The expected answer is every line of the material that contains the word "Чайкиной".

+ + +

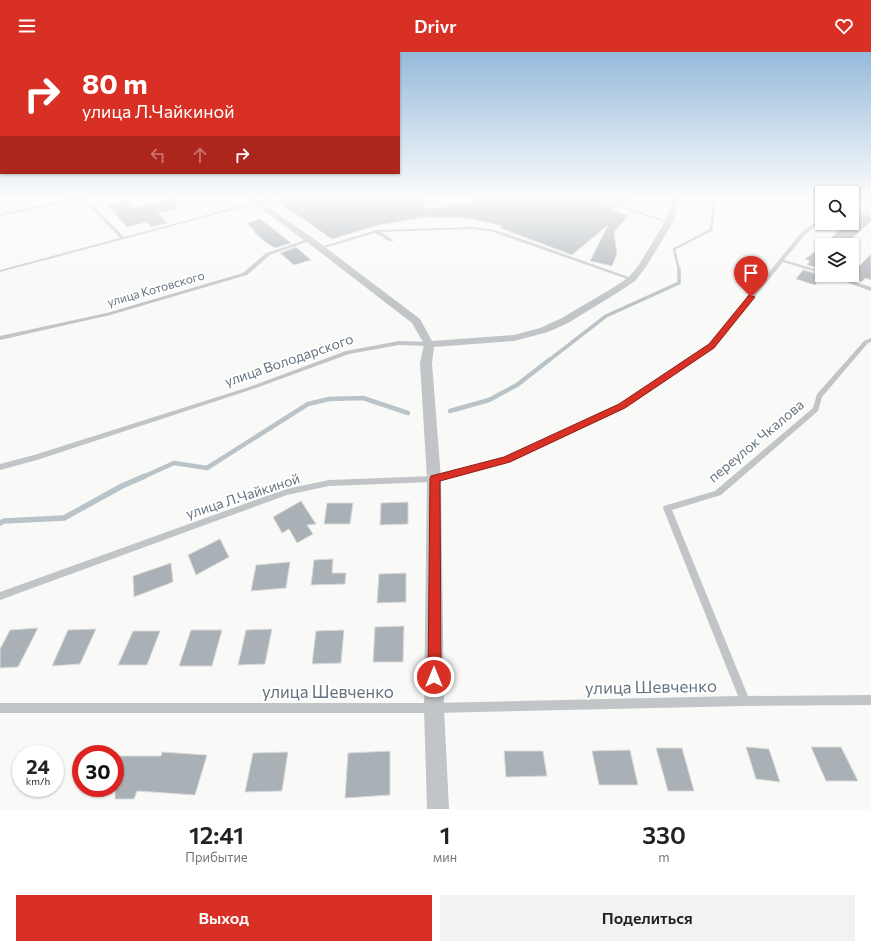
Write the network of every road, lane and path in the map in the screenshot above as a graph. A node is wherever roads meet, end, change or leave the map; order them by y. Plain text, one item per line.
1 (118, 232) edge
2 (142, 232) edge
3 (298, 232) edge
4 (370, 232) edge
5 (378, 232) edge
6 (497, 232) edge
7 (663, 232) edge
8 (805, 232) edge
9 (123, 238) junction
10 (391, 241) dead end
11 (314, 244) junction
12 (781, 260) junction
13 (0, 271) edge
14 (815, 271) edge
15 (632, 279) junction
16 (850, 282) edge
17 (871, 289) edge
18 (0, 338) edge
19 (871, 340) edge
20 (429, 344) junction
21 (0, 467) edge
22 (434, 479) junction
23 (0, 596) edge
24 (871, 700) edge
25 (745, 701) junction
26 (0, 708) edge
27 (434, 708) junction
28 (438, 809) edge

1 - 9 lane
2 - 9 lane
3 - 11 street
4 - 11 lane, улица Котовского
5 - 10 lane
6 - 15 lane, улица Котовского
7 - 15 street, улица Володарского
8 - 12 lane, улица Л.Чайкиной
9 - 13 lane
11 - 18 lane, улица Котовского
11 - 20 street
12 - 14 lane
12 - 22 lane, улица Л.Чайкиной
15 - 20 street, улица Володарского
16 - 17 lane
19 - 25 lane, переулок Чкалова
20 - 21 lane, улица Володарского
20 - 22 street
22 - 23 lane, улица Л.Чайкиной
22 - 27 street
24 - 25 lane, улица Шевченко
25 - 27 lane, улица Шевченко
26 - 27 lane, улица Шевченко
27 - 28 street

+ + +

→ Solution
8 - 12 lane, улица Л.Чайкиной
12 - 22 lane, улица Л.Чайкиной
22 - 23 lane, улица Л.Чайкиной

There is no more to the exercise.